» INSTRUCTIONS FOR THE TASK: Type out the records again, exactly as they are.

» PROVIDED RECORDS:

__________

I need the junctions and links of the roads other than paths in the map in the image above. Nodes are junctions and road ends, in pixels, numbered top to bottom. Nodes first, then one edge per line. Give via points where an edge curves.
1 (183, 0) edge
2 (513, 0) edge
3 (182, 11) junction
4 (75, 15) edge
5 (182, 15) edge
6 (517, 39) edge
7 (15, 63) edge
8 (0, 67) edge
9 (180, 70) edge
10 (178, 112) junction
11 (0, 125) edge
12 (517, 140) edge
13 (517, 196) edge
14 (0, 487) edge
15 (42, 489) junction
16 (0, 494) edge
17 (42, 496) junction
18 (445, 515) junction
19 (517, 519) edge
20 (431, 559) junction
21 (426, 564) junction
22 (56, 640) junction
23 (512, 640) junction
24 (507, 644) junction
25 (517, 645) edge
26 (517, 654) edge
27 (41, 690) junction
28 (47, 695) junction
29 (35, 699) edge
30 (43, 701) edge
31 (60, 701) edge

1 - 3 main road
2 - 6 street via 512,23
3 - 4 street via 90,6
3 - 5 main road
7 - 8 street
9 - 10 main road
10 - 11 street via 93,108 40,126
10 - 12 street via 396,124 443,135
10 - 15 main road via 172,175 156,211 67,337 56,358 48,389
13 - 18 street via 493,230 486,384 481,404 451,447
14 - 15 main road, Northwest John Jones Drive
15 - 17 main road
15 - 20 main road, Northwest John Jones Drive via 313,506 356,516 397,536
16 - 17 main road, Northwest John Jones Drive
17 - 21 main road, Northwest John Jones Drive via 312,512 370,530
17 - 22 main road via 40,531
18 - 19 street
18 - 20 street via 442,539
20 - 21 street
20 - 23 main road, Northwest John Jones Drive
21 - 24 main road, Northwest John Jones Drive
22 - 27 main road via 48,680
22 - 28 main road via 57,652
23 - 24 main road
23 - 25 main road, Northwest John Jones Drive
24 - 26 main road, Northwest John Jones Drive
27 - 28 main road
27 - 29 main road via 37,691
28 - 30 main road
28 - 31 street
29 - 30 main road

__________

» EXERCISE SOLUTION:
I need the junctions and links of the roads other than paths in the map in the image above. Nodes are junctions and road ends, in pixels, numbered top to bottom. Nodes first, then one edge per line. Give via points where an edge curves.
1 (183, 0) edge
2 (513, 0) edge
3 (182, 11) junction
4 (75, 15) edge
5 (182, 15) edge
6 (517, 39) edge
7 (15, 63) edge
8 (0, 67) edge
9 (180, 70) edge
10 (178, 112) junction
11 (0, 125) edge
12 (517, 140) edge
13 (517, 196) edge
14 (0, 487) edge
15 (42, 489) junction
16 (0, 494) edge
17 (42, 496) junction
18 (445, 515) junction
19 (517, 519) edge
20 (431, 559) junction
21 (426, 564) junction
22 (56, 640) junction
23 (512, 640) junction
24 (507, 644) junction
25 (517, 645) edge
26 (517, 654) edge
27 (41, 690) junction
28 (47, 695) junction
29 (35, 699) edge
30 (43, 701) edge
31 (60, 701) edge

1 - 3 main road
2 - 6 street via 512,23
3 - 4 street via 90,6
3 - 5 main road
7 - 8 street
9 - 10 main road
10 - 11 street via 93,108 40,126
10 - 12 street via 396,124 443,135
10 - 15 main road via 172,175 156,211 67,337 56,358 48,389
13 - 18 street via 493,230 486,384 481,404 451,447
14 - 15 main road, Northwest John Jones Drive
15 - 17 main road
15 - 20 main road, Northwest John Jones Drive via 313,506 356,516 397,536
16 - 17 main road, Northwest John Jones Drive
17 - 21 main road, Northwest John Jones Drive via 312,512 370,530
17 - 22 main road via 40,531
18 - 19 street
18 - 20 street via 442,539
20 - 21 street
20 - 23 main road, Northwest John Jones Drive
21 - 24 main road, Northwest John Jones Drive
22 - 27 main road via 48,680
22 - 28 main road via 57,652
23 - 24 main road
23 - 25 main road, Northwest John Jones Drive
24 - 26 main road, Northwest John Jones Drive
27 - 28 main road
27 - 29 main road via 37,691
28 - 30 main road
28 - 31 street
29 - 30 main road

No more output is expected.